───── Exercise input ─────

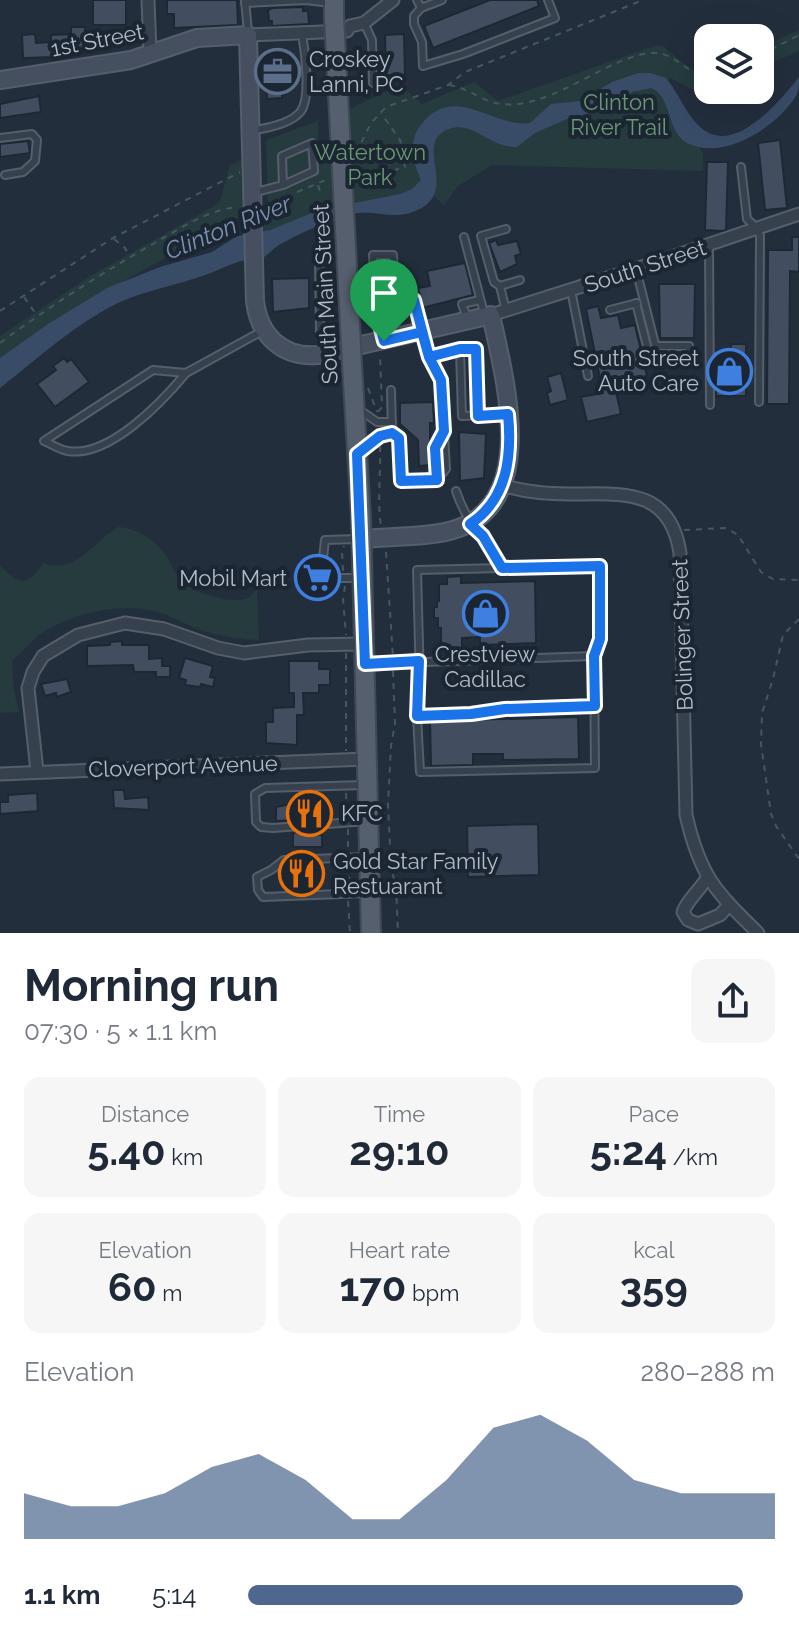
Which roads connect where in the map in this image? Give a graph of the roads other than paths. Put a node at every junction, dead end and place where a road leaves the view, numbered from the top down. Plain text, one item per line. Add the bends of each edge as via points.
1 (148, 0) edge
2 (393, 0) edge
3 (417, 0) edge
4 (442, 0) edge
5 (548, 0) edge
6 (245, 2) edge
7 (334, 7) edge
8 (421, 8) junction
9 (364, 23) junction
10 (302, 34) junction
11 (248, 35) junction
12 (150, 53) junction
13 (0, 80) edge
14 (373, 83) dead end
15 (250, 131) junction
16 (0, 138) edge
17 (741, 167) dead end
18 (5, 175) dead end
19 (283, 185) junction
20 (255, 200) junction
21 (799, 215) edge
22 (757, 228) junction
23 (506, 229) dead end
24 (464, 237) dead end
25 (709, 245) junction
26 (319, 260) dead end
27 (636, 269) junction
28 (520, 280) dead end
29 (500, 286) junction
30 (571, 290) junction
31 (645, 301) junction
32 (636, 303) junction
33 (375, 305) junction
34 (396, 305) junction
35 (610, 310) dead end
36 (486, 313) junction
37 (651, 323) junction
38 (642, 325) junction
39 (264, 330) junction
40 (422, 332) junction
41 (382, 345) junction
42 (657, 346) junction
43 (460, 349) junction
44 (324, 354) junction
45 (429, 357) junction
46 (659, 360) junction
47 (186, 373) junction
48 (588, 376) dead end
49 (391, 390) dead end
50 (759, 402) dead end
51 (354, 405) junction
52 (710, 405) dead end
53 (508, 414) junction
54 (478, 416) junction
55 (392, 422) junction
56 (392, 433) junction
57 (356, 448) junction
58 (502, 485) junction
59 (456, 491) dead end
60 (470, 524) junction
61 (353, 543) junction
62 (502, 568) junction
63 (354, 582) junction
64 (354, 641) junction
65 (594, 656) junction
66 (419, 661) junction
67 (365, 664) junction
68 (595, 706) junction
69 (417, 716) junction
70 (366, 759) junction
71 (37, 771) junction
72 (0, 774) edge
73 (367, 785) junction
74 (368, 821) junction
75 (369, 857) junction
76 (707, 878) junction
77 (370, 893) junction
78 (729, 905) junction
79 (371, 933) edge
80 (758, 933) edge

1 - 12 street
2 - 9 street
3 - 8 lane
4 - 8 lane
5 - 8 lane via 555,18 423,66 422,42 414,24
6 - 7 lane via 306,0
6 - 11 lane
7 - 51 main road, South Main Street, bridge
9 - 10 street via 347,31
9 - 14 lane via 372,40
10 - 11 street
10 - 15 lane via 302,109 272,127
11 - 12 street, 1st Street via 197,38
11 - 15 street
12 - 13 street, 1st Street
15 - 20 street
16 - 18 lane via 32,134 37,140 35,161 23,172
17 - 22 lane via 747,219
19 - 19 lane via 314,171 312,143 282,156
19 - 20 lane
20 - 39 street via 256,307
21 - 22 street, South Street
22 - 25 street, South Street
22 - 50 lane
23 - 29 lane via 481,236 494,282
24 - 36 lane
25 - 27 street, South Street
25 - 52 lane
26 - 44 lane
27 - 30 street, South Street
27 - 31 lane
28 - 29 lane
29 - 36 lane
30 - 36 street, South Street
30 - 48 lane
31 - 32 lane
31 - 37 lane
32 - 35 lane
32 - 38 lane
33 - 34 lane
33 - 34 lane via 373,255 393,255
33 - 41 lane
34 - 40 lane via 414,300
36 - 40 street
36 - 53 street
37 - 38 lane
37 - 42 lane
38 - 46 lane via 651,362
39 - 44 street via 294,354
39 - 47 lane
40 - 41 street
40 - 45 lane
41 - 44 street
42 - 46 lane
42 - 46 lane via 689,346 690,361
43 - 45 lane
43 - 54 lane via 462,416
43 - 54 lane via 476,349
45 - 56 lane via 441,380 446,469 437,480 401,481 399,438
47 - 47 lane via 153,370 44,441 69,452 110,442 166,397
49 - 55 lane
51 - 55 lane via 377,422
51 - 57 main road, South Main Street
53 - 54 lane
53 - 58 street via 509,457
55 - 56 lane
56 - 57 lane
57 - 61 main road, South Main Street
58 - 60 street via 491,506
58 - 76 street, Bolinger Street via 640,497 665,514 675,530 680,553 686,815
59 - 60 lane
60 - 61 street
60 - 62 lane
61 - 63 main road, South Main Street
61 - 63 lane via 325,540 322,567 330,578
62 - 65 lane via 600,566 600,639
62 - 66 lane via 417,570
63 - 64 main road, South Main Street
64 - 67 main road, South Main Street
64 - 71 street via 244,653 125,623 78,635 43,656 28,688
65 - 66 lane
65 - 68 lane
66 - 67 lane
66 - 69 lane
67 - 70 main road, South Main Street
68 - 69 lane
68 - 69 lane via 595,768 420,772
70 - 71 street, Cloverport Avenue
70 - 73 main road, South Main Street
71 - 72 street, Cloverport Avenue
73 - 74 main road, South Main Street
73 - 74 lane via 265,788 255,794 256,822 261,827
74 - 75 main road, South Main Street
75 - 77 main road, South Main Street
75 - 77 lane via 284,860 257,877 263,897
76 - 78 street, Bolinger Street
76 - 78 street via 686,903 683,912 688,920 710,920
77 - 79 main road, South Main Street
78 - 80 street, Bolinger Street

─────

Task prompt: When copying the data above, repeat every word exactly and drop the pictures.

Problem solution:
Which roads connect where in the map in this image? Give a graph of the roads other than paths. Put a node at every junction, dead end and place where a road leaves the view, numbered from the top down. Plain text, one item per line. Add the bends of each edge as via points.
1 (148, 0) edge
2 (393, 0) edge
3 (417, 0) edge
4 (442, 0) edge
5 (548, 0) edge
6 (245, 2) edge
7 (334, 7) edge
8 (421, 8) junction
9 (364, 23) junction
10 (302, 34) junction
11 (248, 35) junction
12 (150, 53) junction
13 (0, 80) edge
14 (373, 83) dead end
15 (250, 131) junction
16 (0, 138) edge
17 (741, 167) dead end
18 (5, 175) dead end
19 (283, 185) junction
20 (255, 200) junction
21 (799, 215) edge
22 (757, 228) junction
23 (506, 229) dead end
24 (464, 237) dead end
25 (709, 245) junction
26 (319, 260) dead end
27 (636, 269) junction
28 (520, 280) dead end
29 (500, 286) junction
30 (571, 290) junction
31 (645, 301) junction
32 (636, 303) junction
33 (375, 305) junction
34 (396, 305) junction
35 (610, 310) dead end
36 (486, 313) junction
37 (651, 323) junction
38 (642, 325) junction
39 (264, 330) junction
40 (422, 332) junction
41 (382, 345) junction
42 (657, 346) junction
43 (460, 349) junction
44 (324, 354) junction
45 (429, 357) junction
46 (659, 360) junction
47 (186, 373) junction
48 (588, 376) dead end
49 (391, 390) dead end
50 (759, 402) dead end
51 (354, 405) junction
52 (710, 405) dead end
53 (508, 414) junction
54 (478, 416) junction
55 (392, 422) junction
56 (392, 433) junction
57 (356, 448) junction
58 (502, 485) junction
59 (456, 491) dead end
60 (470, 524) junction
61 (353, 543) junction
62 (502, 568) junction
63 (354, 582) junction
64 (354, 641) junction
65 (594, 656) junction
66 (419, 661) junction
67 (365, 664) junction
68 (595, 706) junction
69 (417, 716) junction
70 (366, 759) junction
71 (37, 771) junction
72 (0, 774) edge
73 (367, 785) junction
74 (368, 821) junction
75 (369, 857) junction
76 (707, 878) junction
77 (370, 893) junction
78 (729, 905) junction
79 (371, 933) edge
80 (758, 933) edge

1 - 12 street
2 - 9 street
3 - 8 lane
4 - 8 lane
5 - 8 lane via 555,18 423,66 422,42 414,24
6 - 7 lane via 306,0
6 - 11 lane
7 - 51 main road, South Main Street, bridge
9 - 10 street via 347,31
9 - 14 lane via 372,40
10 - 11 street
10 - 15 lane via 302,109 272,127
11 - 12 street, 1st Street via 197,38
11 - 15 street
12 - 13 street, 1st Street
15 - 20 street
16 - 18 lane via 32,134 37,140 35,161 23,172
17 - 22 lane via 747,219
19 - 19 lane via 314,171 312,143 282,156
19 - 20 lane
20 - 39 street via 256,307
21 - 22 street, South Street
22 - 25 street, South Street
22 - 50 lane
23 - 29 lane via 481,236 494,282
24 - 36 lane
25 - 27 street, South Street
25 - 52 lane
26 - 44 lane
27 - 30 street, South Street
27 - 31 lane
28 - 29 lane
29 - 36 lane
30 - 36 street, South Street
30 - 48 lane
31 - 32 lane
31 - 37 lane
32 - 35 lane
32 - 38 lane
33 - 34 lane
33 - 34 lane via 373,255 393,255
33 - 41 lane
34 - 40 lane via 414,300
36 - 40 street
36 - 53 street
37 - 38 lane
37 - 42 lane
38 - 46 lane via 651,362
39 - 44 street via 294,354
39 - 47 lane
40 - 41 street
40 - 45 lane
41 - 44 street
42 - 46 lane
42 - 46 lane via 689,346 690,361
43 - 45 lane
43 - 54 lane via 462,416
43 - 54 lane via 476,349
45 - 56 lane via 441,380 446,469 437,480 401,481 399,438
47 - 47 lane via 153,370 44,441 69,452 110,442 166,397
49 - 55 lane
51 - 55 lane via 377,422
51 - 57 main road, South Main Street
53 - 54 lane
53 - 58 street via 509,457
55 - 56 lane
56 - 57 lane
57 - 61 main road, South Main Street
58 - 60 street via 491,506
58 - 76 street, Bolinger Street via 640,497 665,514 675,530 680,553 686,815
59 - 60 lane
60 - 61 street
60 - 62 lane
61 - 63 main road, South Main Street
61 - 63 lane via 325,540 322,567 330,578
62 - 65 lane via 600,566 600,639
62 - 66 lane via 417,570
63 - 64 main road, South Main Street
64 - 67 main road, South Main Street
64 - 71 street via 244,653 125,623 78,635 43,656 28,688
65 - 66 lane
65 - 68 lane
66 - 67 lane
66 - 69 lane
67 - 70 main road, South Main Street
68 - 69 lane
68 - 69 lane via 595,768 420,772
70 - 71 street, Cloverport Avenue
70 - 73 main road, South Main Street
71 - 72 street, Cloverport Avenue
73 - 74 main road, South Main Street
73 - 74 lane via 265,788 255,794 256,822 261,827
74 - 75 main road, South Main Street
75 - 77 main road, South Main Street
75 - 77 lane via 284,860 257,877 263,897
76 - 78 street, Bolinger Street
76 - 78 street via 686,903 683,912 688,920 710,920
77 - 79 main road, South Main Street
78 - 80 street, Bolinger Street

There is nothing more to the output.